_Description of the task:_
Lines in the listing below that hold "linecap" are the ones to copy.

** Given information follows **

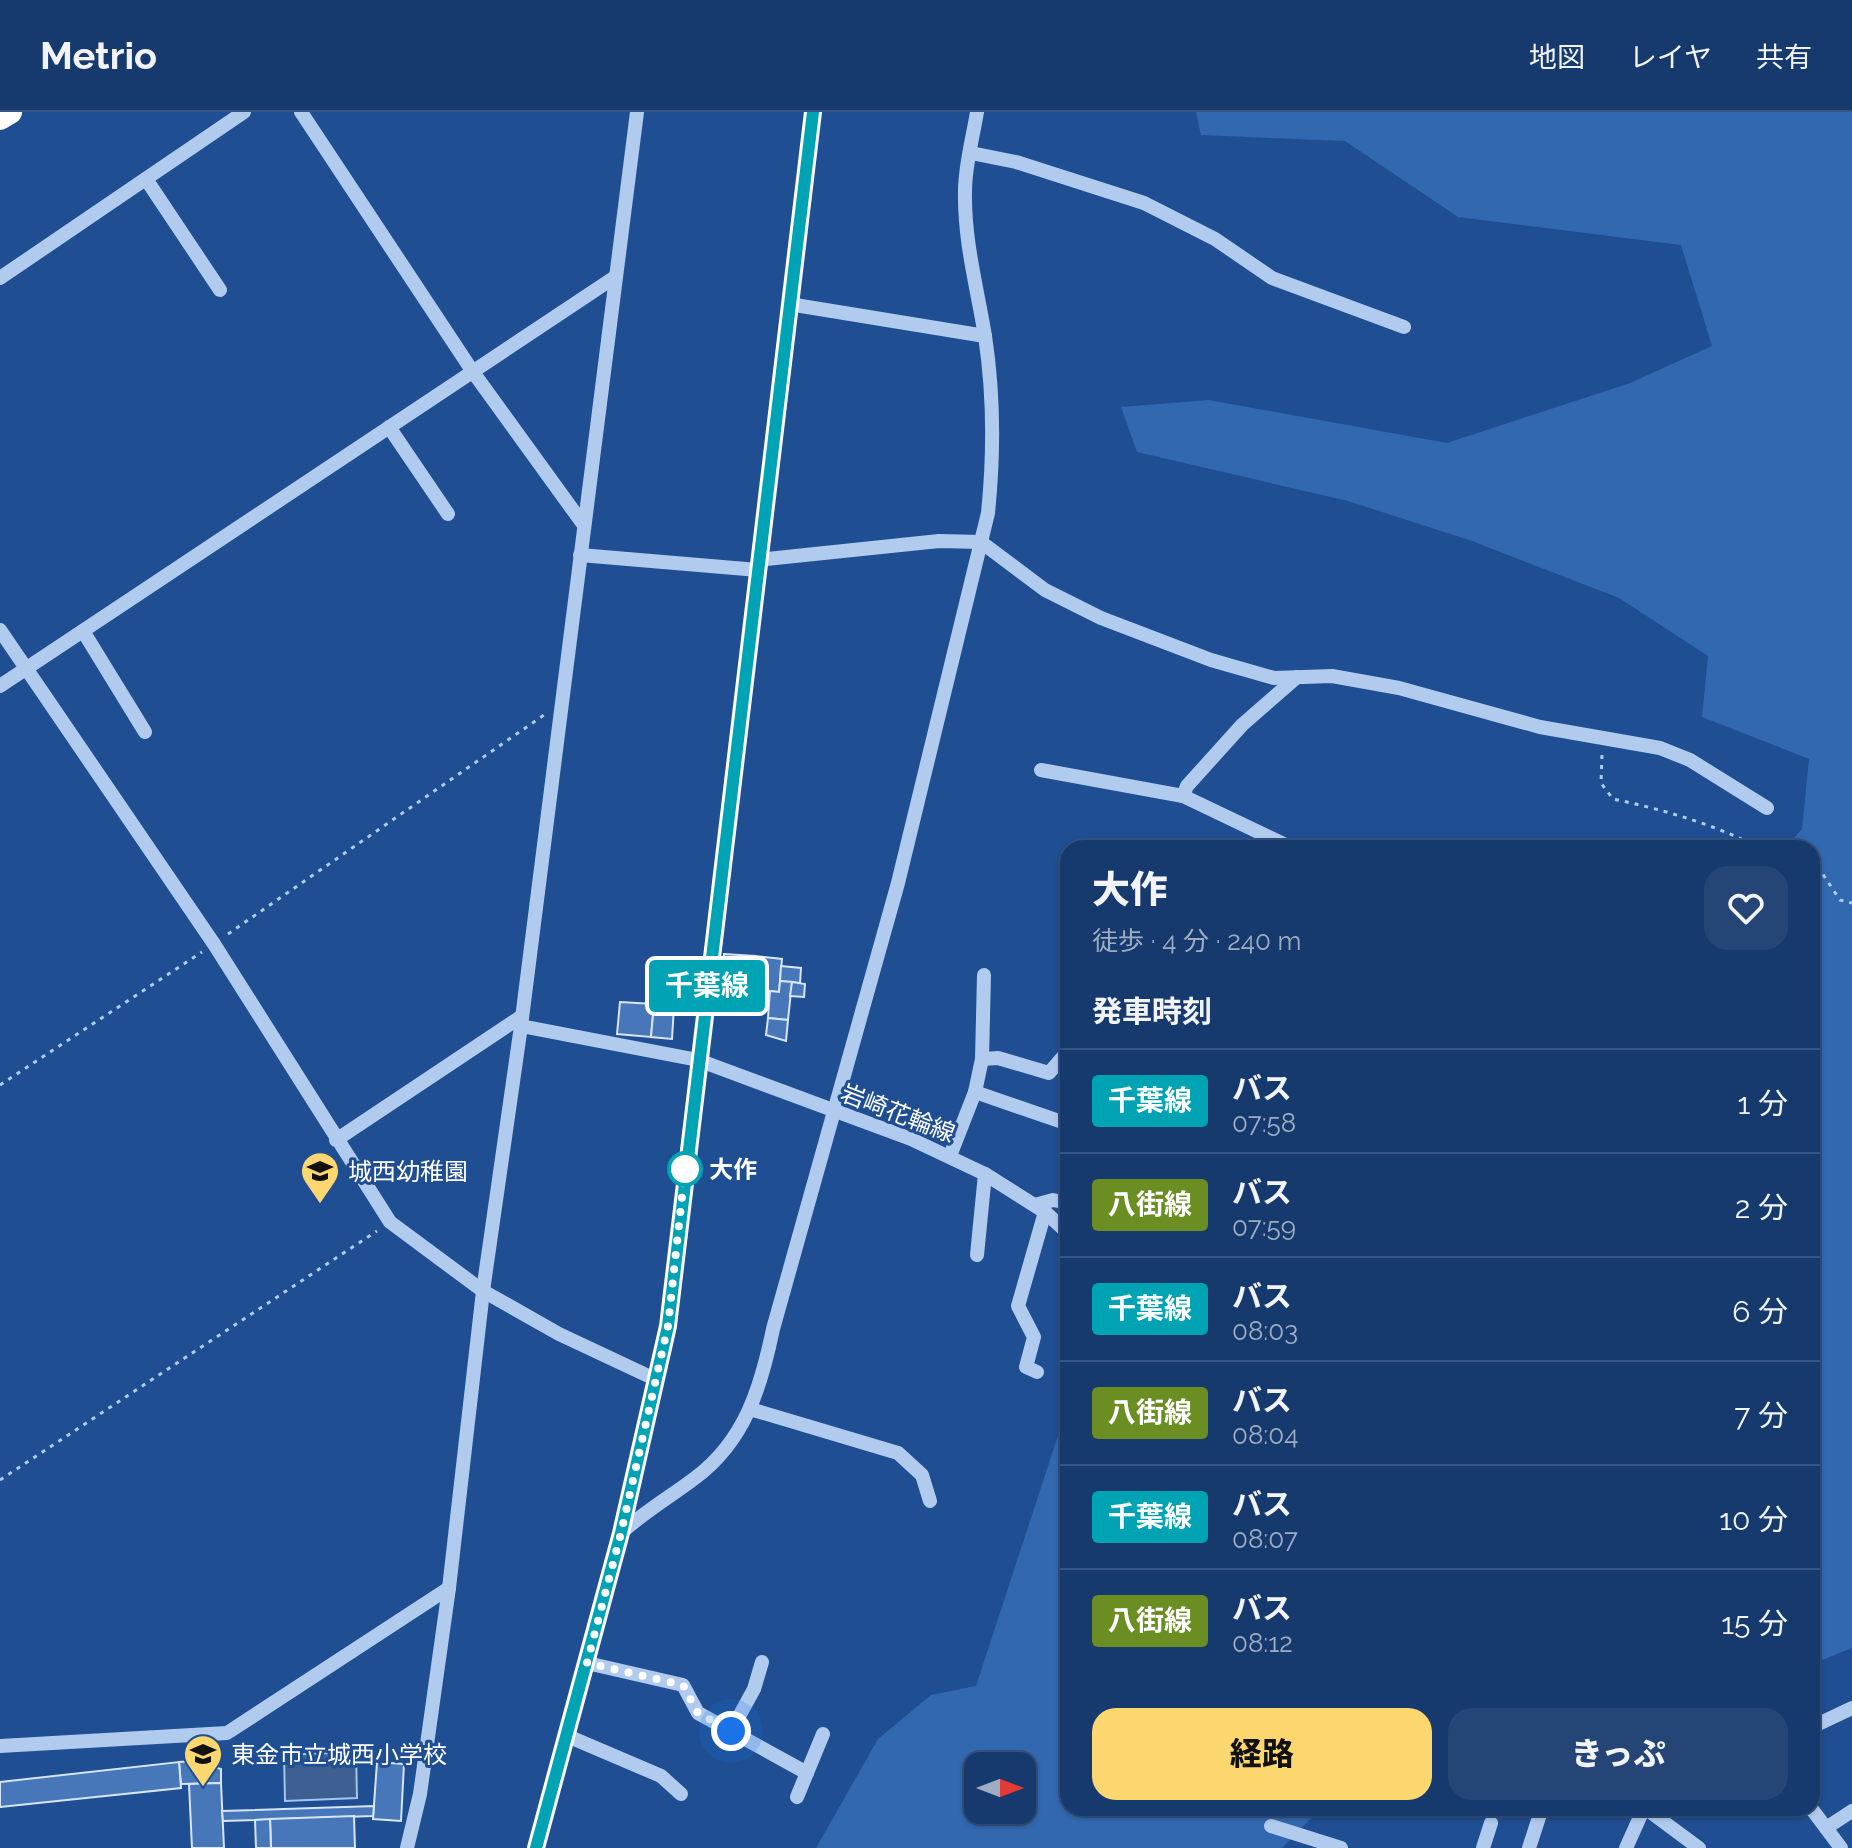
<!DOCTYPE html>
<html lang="ja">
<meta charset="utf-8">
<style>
body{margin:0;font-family:Raleway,"Noto Sans JP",sans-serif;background:#244576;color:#f1f3f6;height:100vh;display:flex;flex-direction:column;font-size:30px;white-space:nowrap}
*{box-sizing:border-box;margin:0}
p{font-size:26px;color:#9eadc2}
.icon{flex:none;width:44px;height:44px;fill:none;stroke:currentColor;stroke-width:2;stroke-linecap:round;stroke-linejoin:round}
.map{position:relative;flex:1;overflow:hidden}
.details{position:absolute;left:1060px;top:728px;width:760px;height:976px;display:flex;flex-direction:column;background:#173a6e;border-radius:24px;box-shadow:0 2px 6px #0004,0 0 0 2px #365481}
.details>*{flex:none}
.badge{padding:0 16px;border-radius:6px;font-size:28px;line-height:52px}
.needle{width:52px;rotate:90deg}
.fabs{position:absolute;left:964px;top:1640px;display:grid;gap:16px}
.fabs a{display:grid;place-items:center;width:72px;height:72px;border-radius:16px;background:#173a6e;box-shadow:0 2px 6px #0004,0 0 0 2px #365481;font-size:40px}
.you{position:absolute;width:40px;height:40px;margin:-20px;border:6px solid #fff;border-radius:50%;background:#1a73e8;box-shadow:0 0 0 12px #1a73e833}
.map>.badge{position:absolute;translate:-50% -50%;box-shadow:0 0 0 4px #fff}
h2{padding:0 32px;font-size:30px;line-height:72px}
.round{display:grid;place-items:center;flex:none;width:84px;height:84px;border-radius:24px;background:#244576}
.summary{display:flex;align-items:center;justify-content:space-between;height:136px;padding:0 32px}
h1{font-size:38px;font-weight:800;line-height:60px}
.button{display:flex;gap:16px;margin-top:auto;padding:16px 32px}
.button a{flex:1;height:92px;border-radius:24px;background:#fcd770;color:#111;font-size:32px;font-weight:800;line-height:92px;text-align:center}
.button a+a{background:#244576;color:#f1f3f6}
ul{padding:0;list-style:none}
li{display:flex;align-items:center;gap:24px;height:104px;padding:0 32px;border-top:2px solid #365481}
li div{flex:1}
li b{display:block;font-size:30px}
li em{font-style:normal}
li .badge{min-width:88px;font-weight:700;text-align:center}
header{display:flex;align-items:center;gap:48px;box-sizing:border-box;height:112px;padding:0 40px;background:#173a6e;border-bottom:2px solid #365481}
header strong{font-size:38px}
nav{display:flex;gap:44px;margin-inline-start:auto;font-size:28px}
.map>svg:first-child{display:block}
.green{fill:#3268b0;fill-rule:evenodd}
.water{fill:#3d5f91;stroke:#a4c5ef;stroke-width:2}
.building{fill:#4777b9;stroke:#d6e5fa;stroke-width:2}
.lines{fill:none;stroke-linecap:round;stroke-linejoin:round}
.path{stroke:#b0cbee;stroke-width:3;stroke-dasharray:4 6;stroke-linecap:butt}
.minor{stroke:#b0cbee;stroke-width:14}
.highway{stroke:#fff;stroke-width:24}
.line-casing{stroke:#fff;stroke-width:18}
.line{stroke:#00a3b4;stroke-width:12}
.walk{stroke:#fff;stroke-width:8;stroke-dasharray:0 14.4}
.stop-dot{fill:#fff;stroke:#00a3b4;stroke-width:4}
.labels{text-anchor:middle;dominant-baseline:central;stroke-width:6;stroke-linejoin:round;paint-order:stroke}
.street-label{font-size:24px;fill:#fff;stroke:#1f4e93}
.stop-label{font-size:24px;font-weight:bold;fill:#fff;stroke:#1f4e93;text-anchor:start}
.poi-label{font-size:24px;fill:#fff;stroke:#1f4e93;text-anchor:start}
</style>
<header>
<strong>Metrio</strong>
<nav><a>地図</a><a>レイヤ</a><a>共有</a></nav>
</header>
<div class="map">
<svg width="1852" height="1736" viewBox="0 0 1852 1736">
<rect width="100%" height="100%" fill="#1f4e93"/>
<!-- green -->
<g class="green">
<path d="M 1196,0 L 1852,0 L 1852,1536 L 1812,1552 L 1812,736 L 1785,736 L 1802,717 L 1809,647 L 1702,605 L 1708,544 L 1619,486 L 1472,429 L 1348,389 L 1137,340 L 1121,295 L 1209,288 L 1447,331 L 1630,271 L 1712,234 L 1681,133 L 1458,105 L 1345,29 L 1201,23 Z"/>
<path d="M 1068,1293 L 1068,1696 L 1321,1696 L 1282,1736 L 816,1736 L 878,1627 L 931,1583 L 976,1574 ZM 978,1654 L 1022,1654 L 1022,1698 L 978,1698 Z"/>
</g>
<!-- water -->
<path class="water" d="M 356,1640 L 357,1686 L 285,1689 L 284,1643 Z"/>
<!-- building -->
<g class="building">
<path d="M 724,842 L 755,844 L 752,877 L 721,875 Z"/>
<path d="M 755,844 L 782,847 L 779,880 L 752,877 Z"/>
<path d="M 781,854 L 801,856 L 800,871 L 780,869 Z"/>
<path d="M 659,860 L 691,862 L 689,881 L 658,878 Z"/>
<path d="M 780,869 L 792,870 L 788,908 L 768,906 L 770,879 L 779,880 Z"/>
<path d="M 792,870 L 805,872 L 804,885 L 790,884 Z"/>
<path d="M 620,890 L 654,892 L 651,925 L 617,922 Z"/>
<path d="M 654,892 L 674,894 L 672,927 L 651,925 Z"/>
<path d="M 768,906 L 788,908 L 786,929 L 766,923 Z"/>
<path d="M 193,1649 L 221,1657 L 221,1671 L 181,1672 L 179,1650 Z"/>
<path d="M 179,1650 L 181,1676 L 0,1695 L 0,1670 Z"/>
<path d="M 377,1650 L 404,1652 L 401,1709 L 373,1707 Z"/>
<path d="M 221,1671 L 224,1736 L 192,1736 L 189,1672 Z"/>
<path d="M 374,1694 L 373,1704 L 223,1709 L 222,1699 Z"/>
<path d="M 354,1704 L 355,1736 L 271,1736 L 270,1707 Z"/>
<path d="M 270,1707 L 271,1736 L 256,1736 L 255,1708 Z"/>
</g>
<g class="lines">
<!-- path -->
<g class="path">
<path d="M 1602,643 L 1601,671 L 1613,687 C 1665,698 1713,712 1760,736"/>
<path d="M 1797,736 L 1799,736"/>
<path d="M 1812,746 L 1840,788 L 1852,791"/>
<path d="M 228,822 L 544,603"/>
<path d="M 0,973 L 202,840"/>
<path d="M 0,1368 L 377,1119"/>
</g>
<!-- minor -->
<g class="minor">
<path d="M 301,0 L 473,260 L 583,412"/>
<path d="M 971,41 L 1016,50 L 1144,91 L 1215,127 L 1272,166 L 1404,215"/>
<path d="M 146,67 L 220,178"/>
<path d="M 0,166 L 244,0"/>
<path d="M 789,192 L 985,224"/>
<path d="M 389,315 L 448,402"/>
<path d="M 580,443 L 758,458"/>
<path d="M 758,448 L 939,429 L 981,430 L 1045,478 L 1101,506 L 1211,548 L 1274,566 L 1332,564 L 1399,576 L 1540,615 L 1660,636 L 1690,648 L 1767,696"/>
<path d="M 0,518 L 214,832 L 390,1110 L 483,1179 L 559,1222 L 657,1268"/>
<path d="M 83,519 L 145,620"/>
<path d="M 0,574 L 615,165"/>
<path d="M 1041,658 L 1183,684 L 1292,736"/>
<path d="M 1183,684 L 1187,674 L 1242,613 L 1297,565"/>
<path d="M 521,914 L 698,948 L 911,1027 L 985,1062 L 1045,1100 L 1068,1121"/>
<path d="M 982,947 L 998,946 L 1049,961 L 1068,939"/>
<path d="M 975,980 L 1068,1012"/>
<path d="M 336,1028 L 522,904"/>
<path d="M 950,1044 L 975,980 L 982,947 L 984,863"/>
<path d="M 1035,1093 L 1053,1088 L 1068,1091"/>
<path d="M 977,1143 L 985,1062"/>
<path d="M 1037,1260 L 1026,1255 L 1034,1225 L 1018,1194 L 1045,1100"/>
<path d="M 750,1297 L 898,1341 L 922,1363 L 930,1389"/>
<path d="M 621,1421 C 644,1400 670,1385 695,1366 C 745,1329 761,1275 773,1217 L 898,771 L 988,401 C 994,342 994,283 985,224 C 977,175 964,129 965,79 C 965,53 973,25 977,0"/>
<path d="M 587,1551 L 683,1573 L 698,1601 L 807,1661"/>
<path d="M 1812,1615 L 1852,1596"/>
<path d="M 731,1619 L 754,1577 L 762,1550"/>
<path d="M 565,1623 L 661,1664 L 681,1682"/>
<path d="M 0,1634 L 227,1621 L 449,1476"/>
<path d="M 797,1685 L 823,1622"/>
<path d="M 1645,1696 L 1699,1736"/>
<path d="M 1811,1696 L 1841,1736"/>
<path d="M 1271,1714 L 1341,1736"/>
<path d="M 1826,1716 L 1852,1699"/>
<path d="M 407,1736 L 420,1682 L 449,1476 L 483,1179 L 521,914 L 637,0"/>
<path d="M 536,1736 L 619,1431 L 668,1214 L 813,0"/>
<path d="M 1483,1736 L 1491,1711"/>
<path d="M 1529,1736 L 1542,1696"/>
<path d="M 1626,1736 L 1644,1696"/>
</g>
<!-- highway -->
<path class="highway" d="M 0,6 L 10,0"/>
</g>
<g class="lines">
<defs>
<path id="line" d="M 536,1736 L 621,1421 L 668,1214 L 813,0"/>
</defs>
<!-- line casing -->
<use href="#line" class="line-casing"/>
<!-- line -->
<use href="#line" class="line"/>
<!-- walk -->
<path class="walk" d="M 685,1057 L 668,1214 L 621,1421 L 587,1551 L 683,1573 L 698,1601 L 731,1619"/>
</g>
<!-- icons -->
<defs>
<symbol id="school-pin" viewBox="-11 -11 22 30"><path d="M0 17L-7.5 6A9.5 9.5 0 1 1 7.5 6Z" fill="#fcd770" stroke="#1f4e93"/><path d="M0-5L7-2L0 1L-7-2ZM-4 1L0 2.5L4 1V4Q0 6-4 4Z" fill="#111"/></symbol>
</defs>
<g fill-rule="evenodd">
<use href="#school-pin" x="298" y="1037" width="44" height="60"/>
<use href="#school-pin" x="181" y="1620" width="44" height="60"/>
</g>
<!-- markers -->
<circle class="stop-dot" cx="685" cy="1057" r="16"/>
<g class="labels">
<!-- street labels -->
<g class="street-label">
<text transform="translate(898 1001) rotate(21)">岩崎花輪線</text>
</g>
<!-- stop labels -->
<g class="stop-label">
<text x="709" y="1057">大作</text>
</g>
<!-- poi labels -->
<g class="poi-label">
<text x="348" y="1059">城西幼稚園</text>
<text x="231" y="1642">東金市立城西小学校</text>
</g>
</g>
</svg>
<div class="fabs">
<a><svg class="needle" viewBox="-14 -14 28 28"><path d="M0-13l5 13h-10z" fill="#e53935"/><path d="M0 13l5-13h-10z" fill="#9eadc2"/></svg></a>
</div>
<div class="you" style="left:731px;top:1619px"></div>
<b class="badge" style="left:707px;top:874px;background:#00a3b4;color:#fff">千葉線</b>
<section class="details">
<div class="summary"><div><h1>大作</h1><p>徒歩 · 4 分 · 240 m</p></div><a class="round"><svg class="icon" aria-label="heart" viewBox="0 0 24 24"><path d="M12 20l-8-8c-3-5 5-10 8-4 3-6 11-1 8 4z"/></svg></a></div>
<h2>発車時刻</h2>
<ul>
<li><span class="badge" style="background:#00a3b4;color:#fff">千葉線</span><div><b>バス</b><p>07:58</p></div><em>1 分</em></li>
<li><span class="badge" style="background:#6b8e23;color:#fff">八街線</span><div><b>バス</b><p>07:59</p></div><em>2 分</em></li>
<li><span class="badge" style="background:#00a3b4;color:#fff">千葉線</span><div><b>バス</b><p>08:03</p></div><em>6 分</em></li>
<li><span class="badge" style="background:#6b8e23;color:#fff">八街線</span><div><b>バス</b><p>08:04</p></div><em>7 分</em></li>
<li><span class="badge" style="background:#00a3b4;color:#fff">千葉線</span><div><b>バス</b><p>08:07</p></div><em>10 分</em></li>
<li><span class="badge" style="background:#6b8e23;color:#fff">八街線</span><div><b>バス</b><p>08:12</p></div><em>15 分</em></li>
</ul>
<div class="button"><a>経路</a><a>きっぷ</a></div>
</section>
</div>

** End of Given information **

_Solution to this exercise:_
.icon{flex:none;width:44px;height:44px;fill:none;stroke:currentColor;stroke-width:2;stroke-linecap:round;stroke-linejoin:round}
.lines{fill:none;stroke-linecap:round;stroke-linejoin:round}
.path{stroke:#b0cbee;stroke-width:3;stroke-dasharray:4 6;stroke-linecap:butt}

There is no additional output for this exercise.